» Activity
Every line holding "down" should be copied from the records below.

» Data
****
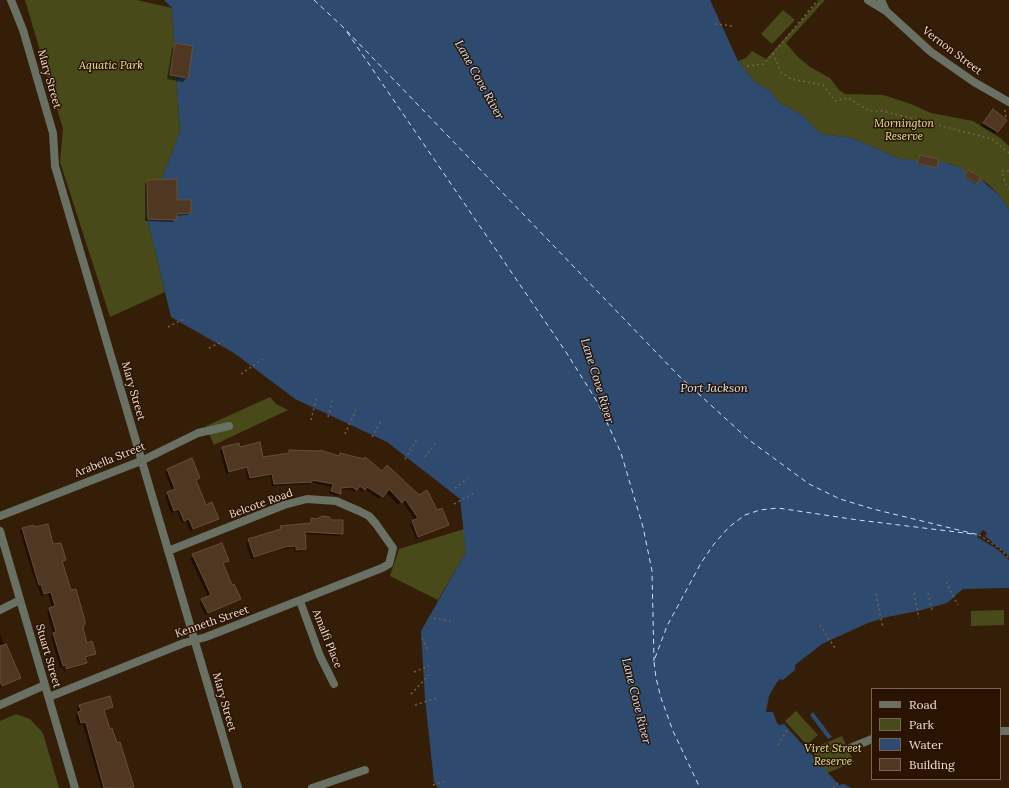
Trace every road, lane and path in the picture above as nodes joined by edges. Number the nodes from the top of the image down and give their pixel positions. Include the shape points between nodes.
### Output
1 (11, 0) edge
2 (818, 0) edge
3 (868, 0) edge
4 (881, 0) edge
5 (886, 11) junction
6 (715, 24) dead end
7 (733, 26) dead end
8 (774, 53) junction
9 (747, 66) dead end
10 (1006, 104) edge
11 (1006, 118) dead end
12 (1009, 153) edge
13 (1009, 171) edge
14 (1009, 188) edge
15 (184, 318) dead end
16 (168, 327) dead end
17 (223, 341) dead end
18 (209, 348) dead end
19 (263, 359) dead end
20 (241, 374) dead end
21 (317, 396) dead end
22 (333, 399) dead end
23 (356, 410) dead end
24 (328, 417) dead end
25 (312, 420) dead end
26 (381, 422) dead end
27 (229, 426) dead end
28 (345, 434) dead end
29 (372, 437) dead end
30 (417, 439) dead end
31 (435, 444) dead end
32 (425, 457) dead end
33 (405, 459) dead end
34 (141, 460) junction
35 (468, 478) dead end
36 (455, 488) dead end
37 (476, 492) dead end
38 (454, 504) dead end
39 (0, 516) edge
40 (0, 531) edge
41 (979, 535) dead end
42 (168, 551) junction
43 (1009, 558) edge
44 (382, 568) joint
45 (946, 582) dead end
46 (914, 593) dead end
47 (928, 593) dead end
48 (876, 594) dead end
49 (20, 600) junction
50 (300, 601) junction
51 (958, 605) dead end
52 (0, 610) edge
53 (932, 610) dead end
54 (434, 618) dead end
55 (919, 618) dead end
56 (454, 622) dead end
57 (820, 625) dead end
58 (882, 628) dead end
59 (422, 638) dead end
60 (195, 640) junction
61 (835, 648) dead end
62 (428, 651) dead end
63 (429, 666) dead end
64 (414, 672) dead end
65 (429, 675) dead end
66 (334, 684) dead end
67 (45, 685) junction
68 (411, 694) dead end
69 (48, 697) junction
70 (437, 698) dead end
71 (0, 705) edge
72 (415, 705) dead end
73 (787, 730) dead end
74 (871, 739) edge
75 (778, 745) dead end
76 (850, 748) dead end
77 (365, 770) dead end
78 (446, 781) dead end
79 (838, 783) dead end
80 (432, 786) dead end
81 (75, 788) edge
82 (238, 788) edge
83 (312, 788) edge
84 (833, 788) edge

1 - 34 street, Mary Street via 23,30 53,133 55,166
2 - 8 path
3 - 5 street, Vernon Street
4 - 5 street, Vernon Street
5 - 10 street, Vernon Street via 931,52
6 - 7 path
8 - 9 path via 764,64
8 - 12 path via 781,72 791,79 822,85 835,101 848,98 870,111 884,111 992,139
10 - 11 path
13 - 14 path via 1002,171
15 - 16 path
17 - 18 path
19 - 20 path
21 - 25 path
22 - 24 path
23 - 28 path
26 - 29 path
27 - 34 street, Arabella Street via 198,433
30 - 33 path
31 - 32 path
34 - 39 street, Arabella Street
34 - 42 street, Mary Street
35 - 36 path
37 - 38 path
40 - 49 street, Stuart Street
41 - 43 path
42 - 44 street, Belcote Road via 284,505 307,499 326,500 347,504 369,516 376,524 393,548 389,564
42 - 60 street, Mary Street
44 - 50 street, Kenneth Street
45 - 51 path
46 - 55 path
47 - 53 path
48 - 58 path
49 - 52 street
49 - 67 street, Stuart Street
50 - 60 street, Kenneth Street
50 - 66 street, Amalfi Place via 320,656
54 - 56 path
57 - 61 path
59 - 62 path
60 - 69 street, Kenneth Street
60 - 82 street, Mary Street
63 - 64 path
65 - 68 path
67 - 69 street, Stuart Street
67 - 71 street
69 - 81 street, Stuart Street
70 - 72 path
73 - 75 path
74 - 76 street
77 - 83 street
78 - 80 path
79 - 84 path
****
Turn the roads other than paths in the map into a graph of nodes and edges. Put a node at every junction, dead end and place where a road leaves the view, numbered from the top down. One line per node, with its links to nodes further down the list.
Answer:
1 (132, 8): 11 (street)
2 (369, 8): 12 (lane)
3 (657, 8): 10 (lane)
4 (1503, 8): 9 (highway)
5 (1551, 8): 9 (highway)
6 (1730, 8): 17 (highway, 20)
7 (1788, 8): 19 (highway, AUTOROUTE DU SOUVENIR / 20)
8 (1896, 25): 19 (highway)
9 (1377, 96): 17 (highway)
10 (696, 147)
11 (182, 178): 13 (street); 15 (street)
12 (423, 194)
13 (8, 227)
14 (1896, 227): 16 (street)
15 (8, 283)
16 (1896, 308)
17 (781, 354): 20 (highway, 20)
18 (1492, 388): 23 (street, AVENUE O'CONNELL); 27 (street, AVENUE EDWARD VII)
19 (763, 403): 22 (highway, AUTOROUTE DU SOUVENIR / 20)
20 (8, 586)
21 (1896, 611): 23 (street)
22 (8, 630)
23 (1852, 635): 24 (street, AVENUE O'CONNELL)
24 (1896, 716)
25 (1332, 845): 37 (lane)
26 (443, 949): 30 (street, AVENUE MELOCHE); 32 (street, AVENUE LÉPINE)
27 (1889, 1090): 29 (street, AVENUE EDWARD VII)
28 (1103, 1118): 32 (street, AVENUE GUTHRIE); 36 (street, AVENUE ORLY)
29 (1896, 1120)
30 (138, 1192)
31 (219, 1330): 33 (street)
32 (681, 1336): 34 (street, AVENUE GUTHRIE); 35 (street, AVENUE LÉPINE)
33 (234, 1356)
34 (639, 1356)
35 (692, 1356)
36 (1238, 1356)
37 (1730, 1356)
****
» Solution
Trace every road, lane and path in the picture above as nodes joined by edges. Number the nodes from the top of the image down and give their pixel positions. Include the shape points between nodes.
Turn the roads other than paths in the map into a graph of nodes and edges. Put a node at every junction, dead end and place where a road leaves the view, numbered from the top down. One line per node, with its links to nodes further down the list.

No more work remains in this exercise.